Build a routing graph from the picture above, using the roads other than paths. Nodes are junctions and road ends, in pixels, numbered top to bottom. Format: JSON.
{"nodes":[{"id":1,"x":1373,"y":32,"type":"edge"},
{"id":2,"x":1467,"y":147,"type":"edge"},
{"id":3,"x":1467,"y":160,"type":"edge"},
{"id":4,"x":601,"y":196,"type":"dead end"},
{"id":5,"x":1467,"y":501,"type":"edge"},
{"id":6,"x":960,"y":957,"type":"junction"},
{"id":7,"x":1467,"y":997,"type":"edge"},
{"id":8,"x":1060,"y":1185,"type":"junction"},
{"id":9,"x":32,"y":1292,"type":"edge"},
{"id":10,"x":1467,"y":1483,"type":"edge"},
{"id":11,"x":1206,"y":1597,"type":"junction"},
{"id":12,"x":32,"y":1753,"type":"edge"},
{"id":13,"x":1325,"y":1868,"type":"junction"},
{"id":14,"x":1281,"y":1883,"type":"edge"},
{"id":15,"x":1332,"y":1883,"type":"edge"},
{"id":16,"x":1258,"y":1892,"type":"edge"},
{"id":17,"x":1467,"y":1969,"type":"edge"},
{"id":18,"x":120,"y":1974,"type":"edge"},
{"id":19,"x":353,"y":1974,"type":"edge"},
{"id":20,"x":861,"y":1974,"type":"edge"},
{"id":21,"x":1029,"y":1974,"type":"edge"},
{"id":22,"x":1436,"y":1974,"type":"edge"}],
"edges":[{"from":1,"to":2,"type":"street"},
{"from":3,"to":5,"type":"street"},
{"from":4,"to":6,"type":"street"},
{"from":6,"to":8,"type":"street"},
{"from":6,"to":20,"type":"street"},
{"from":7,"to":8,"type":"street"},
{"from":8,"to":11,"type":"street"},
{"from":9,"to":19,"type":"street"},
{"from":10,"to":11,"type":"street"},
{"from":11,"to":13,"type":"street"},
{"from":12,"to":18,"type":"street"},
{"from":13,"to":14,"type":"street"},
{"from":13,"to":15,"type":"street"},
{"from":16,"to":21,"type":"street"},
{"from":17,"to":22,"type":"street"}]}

*-*-*

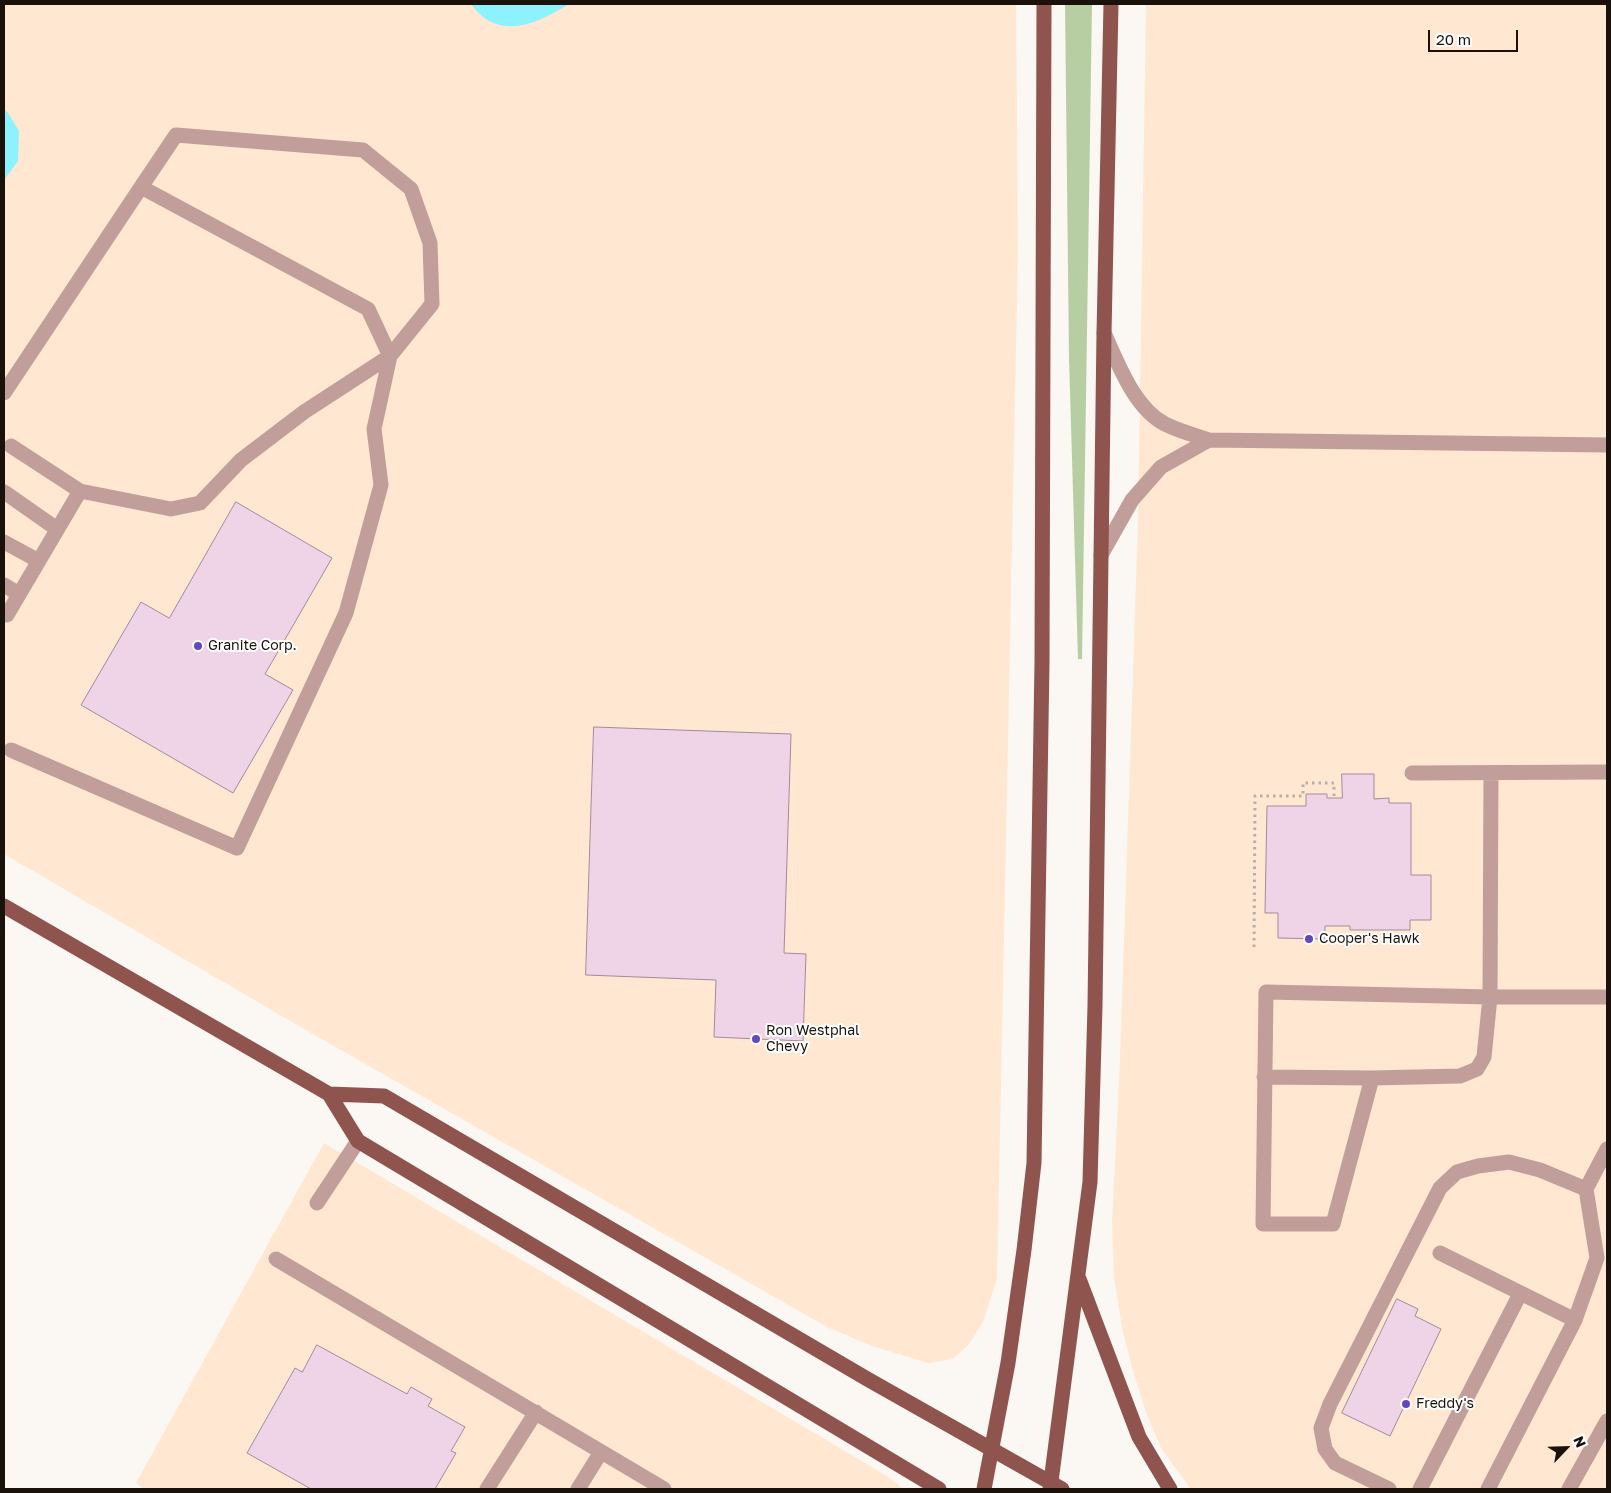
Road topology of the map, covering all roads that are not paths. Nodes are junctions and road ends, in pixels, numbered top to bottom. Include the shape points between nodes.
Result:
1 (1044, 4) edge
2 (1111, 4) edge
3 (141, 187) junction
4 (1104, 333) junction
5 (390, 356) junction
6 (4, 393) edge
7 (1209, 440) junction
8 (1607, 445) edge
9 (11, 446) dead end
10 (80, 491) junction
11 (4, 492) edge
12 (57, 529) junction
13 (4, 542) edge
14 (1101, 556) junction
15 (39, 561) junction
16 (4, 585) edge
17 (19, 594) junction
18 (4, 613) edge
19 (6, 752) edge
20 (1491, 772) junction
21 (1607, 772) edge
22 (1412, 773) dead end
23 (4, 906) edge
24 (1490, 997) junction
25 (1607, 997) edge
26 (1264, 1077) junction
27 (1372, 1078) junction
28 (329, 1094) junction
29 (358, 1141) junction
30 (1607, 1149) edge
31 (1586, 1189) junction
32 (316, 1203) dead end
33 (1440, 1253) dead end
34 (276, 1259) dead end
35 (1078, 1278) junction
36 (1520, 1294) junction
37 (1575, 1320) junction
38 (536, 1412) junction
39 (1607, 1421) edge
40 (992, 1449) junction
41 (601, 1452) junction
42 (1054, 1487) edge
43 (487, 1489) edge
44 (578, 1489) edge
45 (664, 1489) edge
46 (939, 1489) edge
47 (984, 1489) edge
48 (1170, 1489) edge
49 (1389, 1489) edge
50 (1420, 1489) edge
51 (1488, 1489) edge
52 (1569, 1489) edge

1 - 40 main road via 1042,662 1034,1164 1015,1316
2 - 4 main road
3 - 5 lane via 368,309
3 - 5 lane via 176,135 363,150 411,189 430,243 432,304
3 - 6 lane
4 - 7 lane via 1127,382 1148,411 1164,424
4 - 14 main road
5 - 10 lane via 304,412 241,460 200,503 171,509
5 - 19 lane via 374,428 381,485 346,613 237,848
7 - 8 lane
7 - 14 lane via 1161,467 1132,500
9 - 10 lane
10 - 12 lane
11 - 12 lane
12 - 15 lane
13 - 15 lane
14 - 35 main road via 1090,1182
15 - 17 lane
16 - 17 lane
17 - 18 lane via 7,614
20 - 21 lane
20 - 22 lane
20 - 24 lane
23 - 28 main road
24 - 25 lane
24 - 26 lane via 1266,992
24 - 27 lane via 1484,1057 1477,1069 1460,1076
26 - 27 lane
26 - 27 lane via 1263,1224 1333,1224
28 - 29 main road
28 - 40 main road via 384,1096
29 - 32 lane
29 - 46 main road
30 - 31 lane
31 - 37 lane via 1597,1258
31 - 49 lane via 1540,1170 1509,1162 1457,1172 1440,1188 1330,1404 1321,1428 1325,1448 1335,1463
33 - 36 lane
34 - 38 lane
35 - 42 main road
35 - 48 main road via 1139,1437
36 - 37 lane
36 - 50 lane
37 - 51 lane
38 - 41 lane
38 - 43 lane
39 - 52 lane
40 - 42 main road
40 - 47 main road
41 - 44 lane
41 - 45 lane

*-*-*

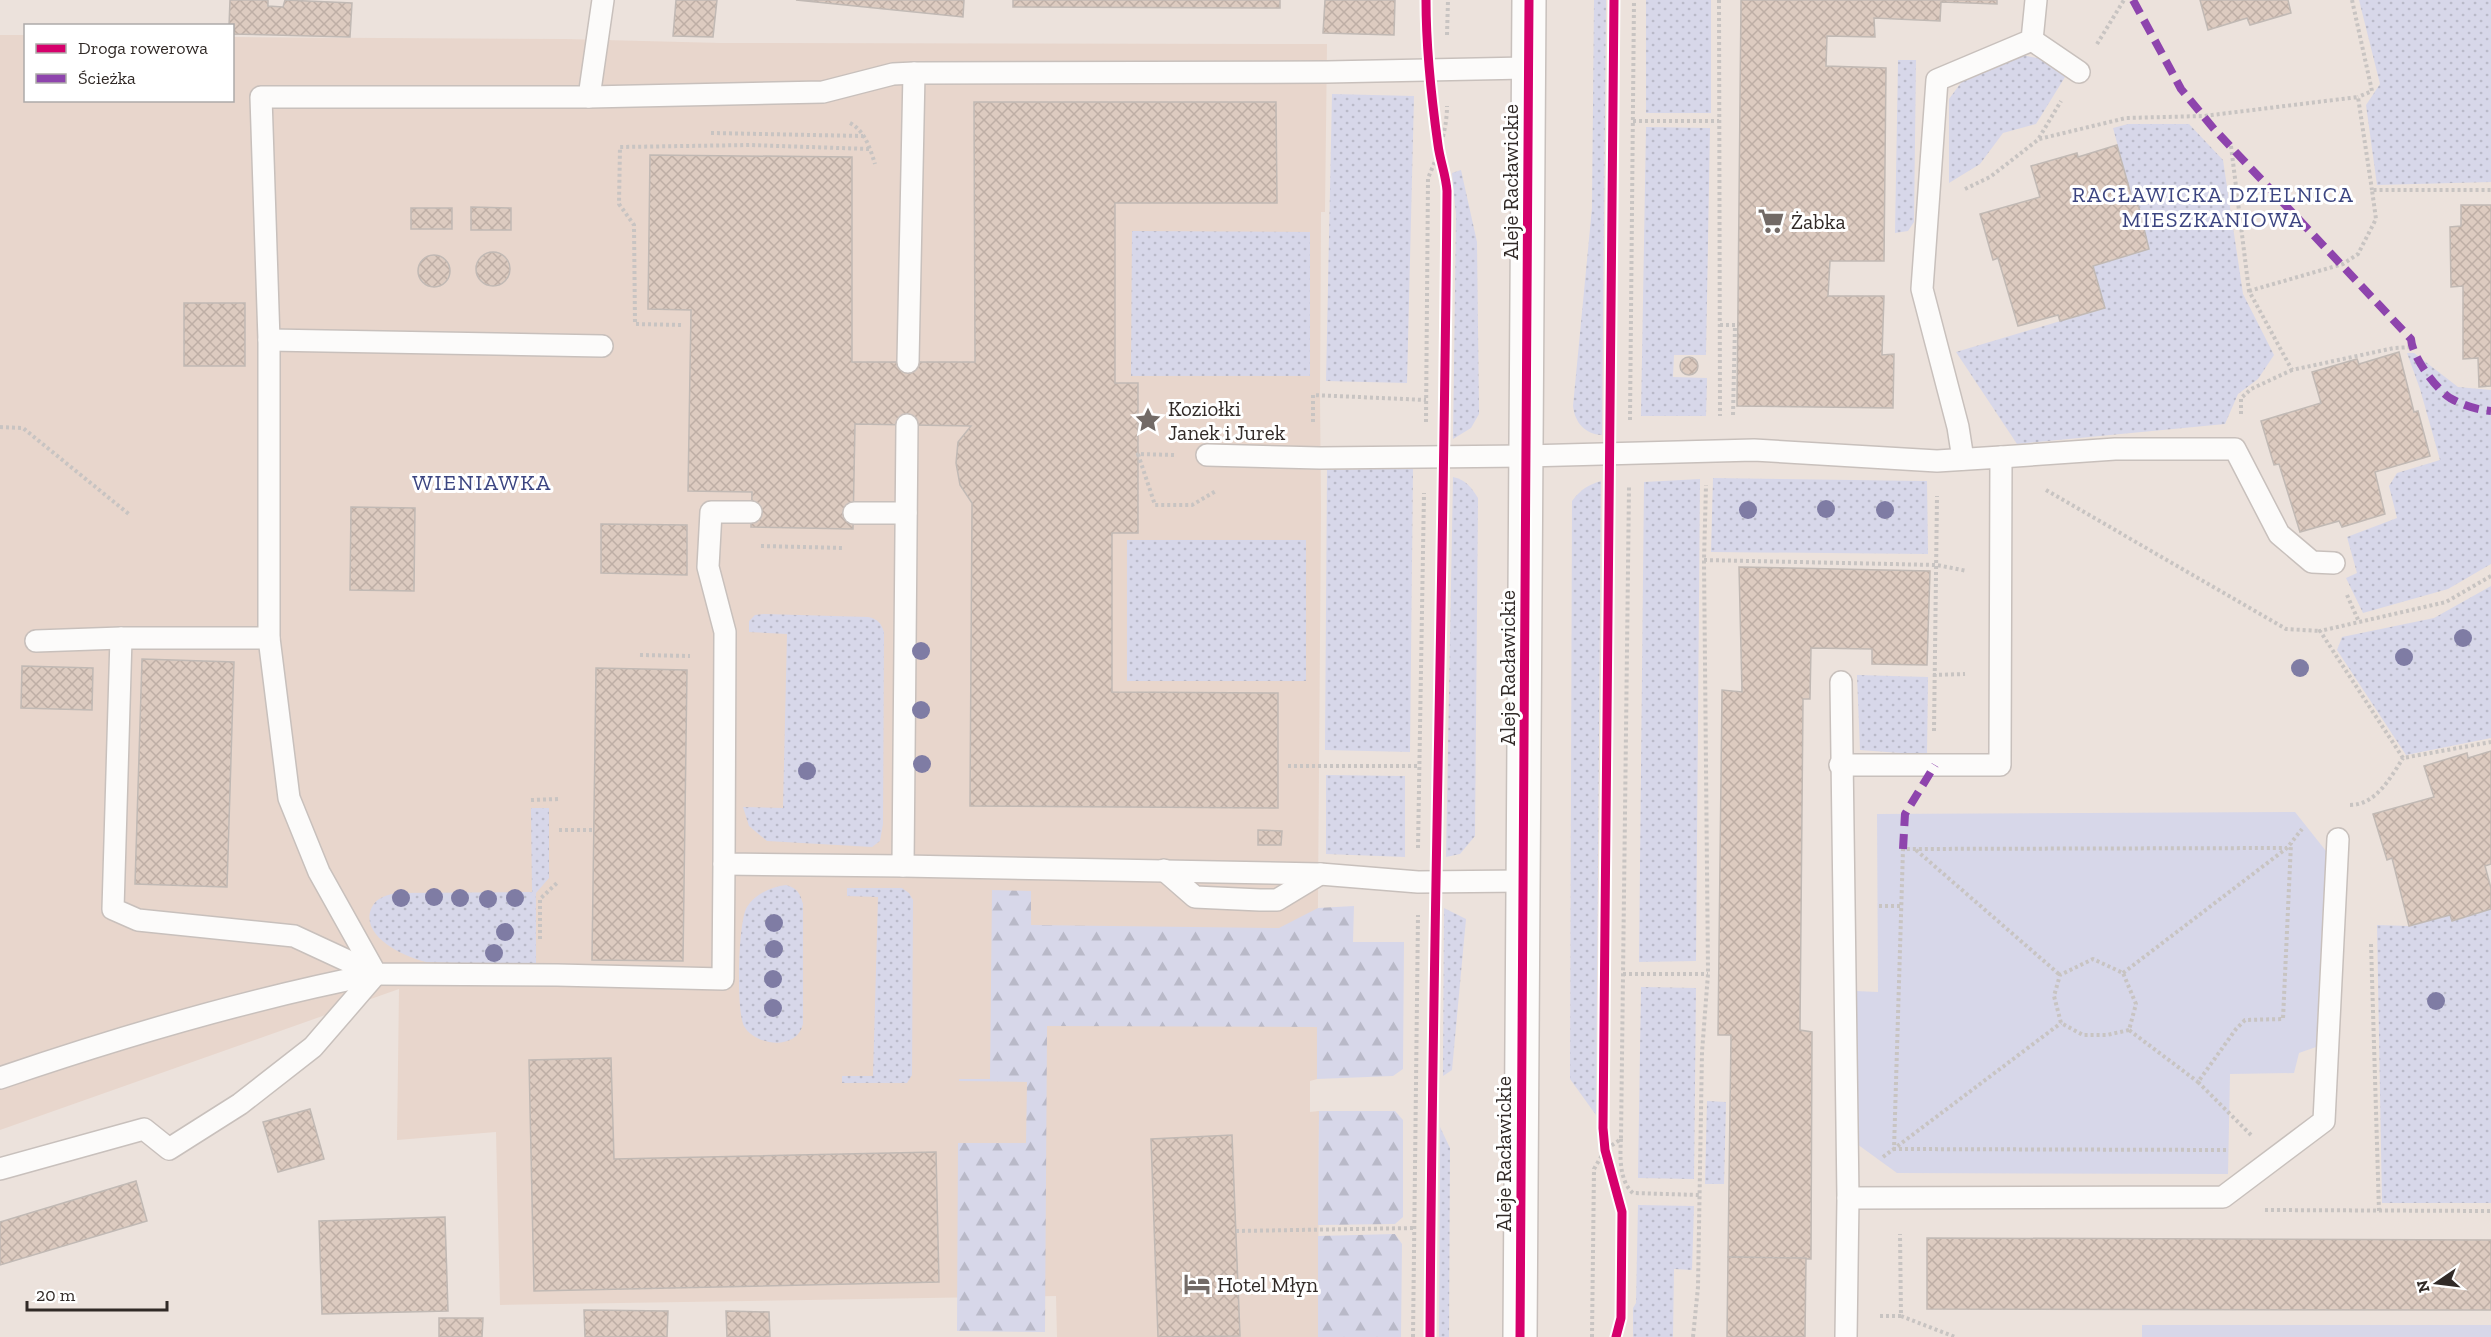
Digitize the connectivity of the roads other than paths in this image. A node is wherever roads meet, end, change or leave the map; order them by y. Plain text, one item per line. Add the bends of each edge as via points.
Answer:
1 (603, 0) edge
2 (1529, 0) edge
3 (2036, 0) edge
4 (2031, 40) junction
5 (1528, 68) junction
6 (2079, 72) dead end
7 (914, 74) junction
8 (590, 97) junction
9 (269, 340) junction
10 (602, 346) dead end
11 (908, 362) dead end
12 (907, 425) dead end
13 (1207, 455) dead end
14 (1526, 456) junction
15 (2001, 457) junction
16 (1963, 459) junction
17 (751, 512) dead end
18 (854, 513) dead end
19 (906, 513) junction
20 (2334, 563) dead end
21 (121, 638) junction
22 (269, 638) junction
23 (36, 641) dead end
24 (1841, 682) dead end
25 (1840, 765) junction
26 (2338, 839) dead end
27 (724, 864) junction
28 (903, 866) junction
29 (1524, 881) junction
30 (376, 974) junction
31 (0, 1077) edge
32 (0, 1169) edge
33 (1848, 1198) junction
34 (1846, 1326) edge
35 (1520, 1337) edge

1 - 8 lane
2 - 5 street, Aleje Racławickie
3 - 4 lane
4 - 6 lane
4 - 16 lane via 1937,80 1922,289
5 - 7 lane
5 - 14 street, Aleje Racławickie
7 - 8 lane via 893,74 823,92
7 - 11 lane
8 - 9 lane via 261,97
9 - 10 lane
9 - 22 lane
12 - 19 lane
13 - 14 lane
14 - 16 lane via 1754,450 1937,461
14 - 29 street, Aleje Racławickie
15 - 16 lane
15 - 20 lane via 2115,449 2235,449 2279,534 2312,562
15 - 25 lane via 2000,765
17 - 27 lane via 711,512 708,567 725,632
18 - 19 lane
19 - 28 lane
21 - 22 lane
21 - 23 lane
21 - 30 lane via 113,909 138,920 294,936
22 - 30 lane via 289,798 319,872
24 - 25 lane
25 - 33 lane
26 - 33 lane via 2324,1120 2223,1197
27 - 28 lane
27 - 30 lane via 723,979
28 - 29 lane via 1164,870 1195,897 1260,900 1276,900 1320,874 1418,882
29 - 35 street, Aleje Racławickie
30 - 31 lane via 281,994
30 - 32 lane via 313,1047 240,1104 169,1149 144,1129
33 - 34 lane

*-*-*

EXERCISE GOAL — Make a list of all lines in the data that contain "other".

FINAL ANSWER —
Build a routing graph from the picture above, using the roads other than paths. Nodes are junctions and road ends, in pixels, numbered top to bottom. Format: JSON.
Digitize the connectivity of the roads other than paths in this image. A node is wherever roads meet, end, change or leave the map; order them by y. Plain text, one item per line. Add the bends of each edge as via points.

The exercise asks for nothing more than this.